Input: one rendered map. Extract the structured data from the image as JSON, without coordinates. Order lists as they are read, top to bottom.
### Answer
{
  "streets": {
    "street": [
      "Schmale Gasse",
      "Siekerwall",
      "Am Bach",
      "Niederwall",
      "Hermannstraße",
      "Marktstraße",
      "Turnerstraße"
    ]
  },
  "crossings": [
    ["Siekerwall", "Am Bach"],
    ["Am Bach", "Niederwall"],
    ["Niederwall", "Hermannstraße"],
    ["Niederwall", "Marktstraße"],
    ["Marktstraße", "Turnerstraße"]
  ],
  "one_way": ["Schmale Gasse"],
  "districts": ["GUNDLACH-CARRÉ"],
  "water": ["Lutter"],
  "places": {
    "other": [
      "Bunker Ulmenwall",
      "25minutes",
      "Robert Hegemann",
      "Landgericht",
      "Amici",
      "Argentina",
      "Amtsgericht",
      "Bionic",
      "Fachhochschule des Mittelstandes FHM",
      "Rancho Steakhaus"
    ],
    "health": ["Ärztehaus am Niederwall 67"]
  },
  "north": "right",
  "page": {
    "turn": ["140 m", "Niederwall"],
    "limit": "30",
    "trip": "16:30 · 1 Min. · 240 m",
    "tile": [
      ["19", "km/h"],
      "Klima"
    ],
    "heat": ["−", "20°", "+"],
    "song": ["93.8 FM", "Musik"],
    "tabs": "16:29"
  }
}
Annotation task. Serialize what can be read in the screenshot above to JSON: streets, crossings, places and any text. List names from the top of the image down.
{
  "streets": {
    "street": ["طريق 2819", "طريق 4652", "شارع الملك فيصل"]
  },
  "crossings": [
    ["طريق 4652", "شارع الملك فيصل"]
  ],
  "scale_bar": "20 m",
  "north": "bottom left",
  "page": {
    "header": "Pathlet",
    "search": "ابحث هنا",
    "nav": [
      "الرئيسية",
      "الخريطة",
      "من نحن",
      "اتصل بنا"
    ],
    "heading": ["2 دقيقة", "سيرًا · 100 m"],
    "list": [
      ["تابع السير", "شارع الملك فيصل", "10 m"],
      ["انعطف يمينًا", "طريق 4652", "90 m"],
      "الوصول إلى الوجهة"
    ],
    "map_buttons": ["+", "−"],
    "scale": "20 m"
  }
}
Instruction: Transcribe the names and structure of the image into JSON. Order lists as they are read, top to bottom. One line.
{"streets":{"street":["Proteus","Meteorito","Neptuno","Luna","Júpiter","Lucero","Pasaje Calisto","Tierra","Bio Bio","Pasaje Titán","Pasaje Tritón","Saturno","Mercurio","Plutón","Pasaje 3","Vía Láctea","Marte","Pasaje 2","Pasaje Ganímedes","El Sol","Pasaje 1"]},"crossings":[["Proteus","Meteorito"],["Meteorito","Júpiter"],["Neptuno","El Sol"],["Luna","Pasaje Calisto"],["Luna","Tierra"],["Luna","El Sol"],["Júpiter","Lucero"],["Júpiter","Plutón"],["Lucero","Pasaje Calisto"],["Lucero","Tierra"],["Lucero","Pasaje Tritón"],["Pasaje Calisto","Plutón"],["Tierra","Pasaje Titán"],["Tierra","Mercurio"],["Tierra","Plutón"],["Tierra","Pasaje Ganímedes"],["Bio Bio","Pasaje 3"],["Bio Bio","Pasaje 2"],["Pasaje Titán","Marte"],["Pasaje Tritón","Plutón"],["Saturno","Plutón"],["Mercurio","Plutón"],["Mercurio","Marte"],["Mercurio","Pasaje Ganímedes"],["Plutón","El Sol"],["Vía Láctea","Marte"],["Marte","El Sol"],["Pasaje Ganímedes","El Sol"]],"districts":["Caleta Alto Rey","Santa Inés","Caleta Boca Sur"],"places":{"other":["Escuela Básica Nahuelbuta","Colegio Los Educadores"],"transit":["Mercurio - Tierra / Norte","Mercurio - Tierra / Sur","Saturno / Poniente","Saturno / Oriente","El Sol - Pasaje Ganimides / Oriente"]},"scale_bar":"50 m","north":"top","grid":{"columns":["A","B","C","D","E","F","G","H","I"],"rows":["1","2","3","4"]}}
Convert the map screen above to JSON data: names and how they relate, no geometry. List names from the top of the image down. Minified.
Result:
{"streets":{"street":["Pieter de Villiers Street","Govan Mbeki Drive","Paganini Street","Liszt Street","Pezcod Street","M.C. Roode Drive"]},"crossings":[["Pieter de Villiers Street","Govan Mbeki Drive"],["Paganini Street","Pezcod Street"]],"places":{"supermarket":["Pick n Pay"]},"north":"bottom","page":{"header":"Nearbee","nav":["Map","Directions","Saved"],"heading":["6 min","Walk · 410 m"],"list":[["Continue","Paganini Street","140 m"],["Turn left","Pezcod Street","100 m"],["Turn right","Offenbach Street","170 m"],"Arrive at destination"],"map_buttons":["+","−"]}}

-- Instructions for the task --
Output the entire data exactly, line for line.

-- Task result --
Input: one rendered map. Extract the structured data from the image as JSON, without coordinates. Order lists as they are read, top to bottom.
### Answer
{
  "streets": {
    "street": [
      "Schmale Gasse",
      "Siekerwall",
      "Am Bach",
      "Niederwall",
      "Hermannstraße",
      "Marktstraße",
      "Turnerstraße"
    ]
  },
  "crossings": [
    ["Siekerwall", "Am Bach"],
    ["Am Bach", "Niederwall"],
    ["Niederwall", "Hermannstraße"],
    ["Niederwall", "Marktstraße"],
    ["Marktstraße", "Turnerstraße"]
  ],
  "one_way": ["Schmale Gasse"],
  "districts": ["GUNDLACH-CARRÉ"],
  "water": ["Lutter"],
  "places": {
    "other": [
      "Bunker Ulmenwall",
      "25minutes",
      "Robert Hegemann",
      "Landgericht",
      "Amici",
      "Argentina",
      "Amtsgericht",
      "Bionic",
      "Fachhochschule des Mittelstandes FHM",
      "Rancho Steakhaus"
    ],
    "health": ["Ärztehaus am Niederwall 67"]
  },
  "north": "right",
  "page": {
    "turn": ["140 m", "Niederwall"],
    "limit": "30",
    "trip": "16:30 · 1 Min. · 240 m",
    "tile": [
      ["19", "km/h"],
      "Klima"
    ],
    "heat": ["−", "20°", "+"],
    "song": ["93.8 FM", "Musik"],
    "tabs": "16:29"
  }
}
Annotation task. Serialize what can be read in the screenshot above to JSON: streets, crossings, places and any text. List names from the top of the image down.
{
  "streets": {
    "street": ["طريق 2819", "طريق 4652", "شارع الملك فيصل"]
  },
  "crossings": [
    ["طريق 4652", "شارع الملك فيصل"]
  ],
  "scale_bar": "20 m",
  "north": "bottom left",
  "page": {
    "header": "Pathlet",
    "search": "ابحث هنا",
    "nav": [
      "الرئيسية",
      "الخريطة",
      "من نحن",
      "اتصل بنا"
    ],
    "heading": ["2 دقيقة", "سيرًا · 100 m"],
    "list": [
      ["تابع السير", "شارع الملك فيصل", "10 m"],
      ["انعطف يمينًا", "طريق 4652", "90 m"],
      "الوصول إلى الوجهة"
    ],
    "map_buttons": ["+", "−"],
    "scale": "20 m"
  }
}
Instruction: Transcribe the names and structure of the image into JSON. Order lists as they are read, top to bottom. One line.
{"streets":{"street":["Proteus","Meteorito","Neptuno","Luna","Júpiter","Lucero","Pasaje Calisto","Tierra","Bio Bio","Pasaje Titán","Pasaje Tritón","Saturno","Mercurio","Plutón","Pasaje 3","Vía Láctea","Marte","Pasaje 2","Pasaje Ganímedes","El Sol","Pasaje 1"]},"crossings":[["Proteus","Meteorito"],["Meteorito","Júpiter"],["Neptuno","El Sol"],["Luna","Pasaje Calisto"],["Luna","Tierra"],["Luna","El Sol"],["Júpiter","Lucero"],["Júpiter","Plutón"],["Lucero","Pasaje Calisto"],["Lucero","Tierra"],["Lucero","Pasaje Tritón"],["Pasaje Calisto","Plutón"],["Tierra","Pasaje Titán"],["Tierra","Mercurio"],["Tierra","Plutón"],["Tierra","Pasaje Ganímedes"],["Bio Bio","Pasaje 3"],["Bio Bio","Pasaje 2"],["Pasaje Titán","Marte"],["Pasaje Tritón","Plutón"],["Saturno","Plutón"],["Mercurio","Plutón"],["Mercurio","Marte"],["Mercurio","Pasaje Ganímedes"],["Plutón","El Sol"],["Vía Láctea","Marte"],["Marte","El Sol"],["Pasaje Ganímedes","El Sol"]],"districts":["Caleta Alto Rey","Santa Inés","Caleta Boca Sur"],"places":{"other":["Escuela Básica Nahuelbuta","Colegio Los Educadores"],"transit":["Mercurio - Tierra / Norte","Mercurio - Tierra / Sur","Saturno / Poniente","Saturno / Oriente","El Sol - Pasaje Ganimides / Oriente"]},"scale_bar":"50 m","north":"top","grid":{"columns":["A","B","C","D","E","F","G","H","I"],"rows":["1","2","3","4"]}}
Convert the map screen above to JSON data: names and how they relate, no geometry. List names from the top of the image down. Minified.
Result:
{"streets":{"street":["Pieter de Villiers Street","Govan Mbeki Drive","Paganini Street","Liszt Street","Pezcod Street","M.C. Roode Drive"]},"crossings":[["Pieter de Villiers Street","Govan Mbeki Drive"],["Paganini Street","Pezcod Street"]],"places":{"supermarket":["Pick n Pay"]},"north":"bottom","page":{"header":"Nearbee","nav":["Map","Directions","Saved"],"heading":["6 min","Walk · 410 m"],"list":[["Continue","Paganini Street","140 m"],["Turn left","Pezcod Street","100 m"],["Turn right","Offenbach Street","170 m"],"Arrive at destination"],"map_buttons":["+","−"]}}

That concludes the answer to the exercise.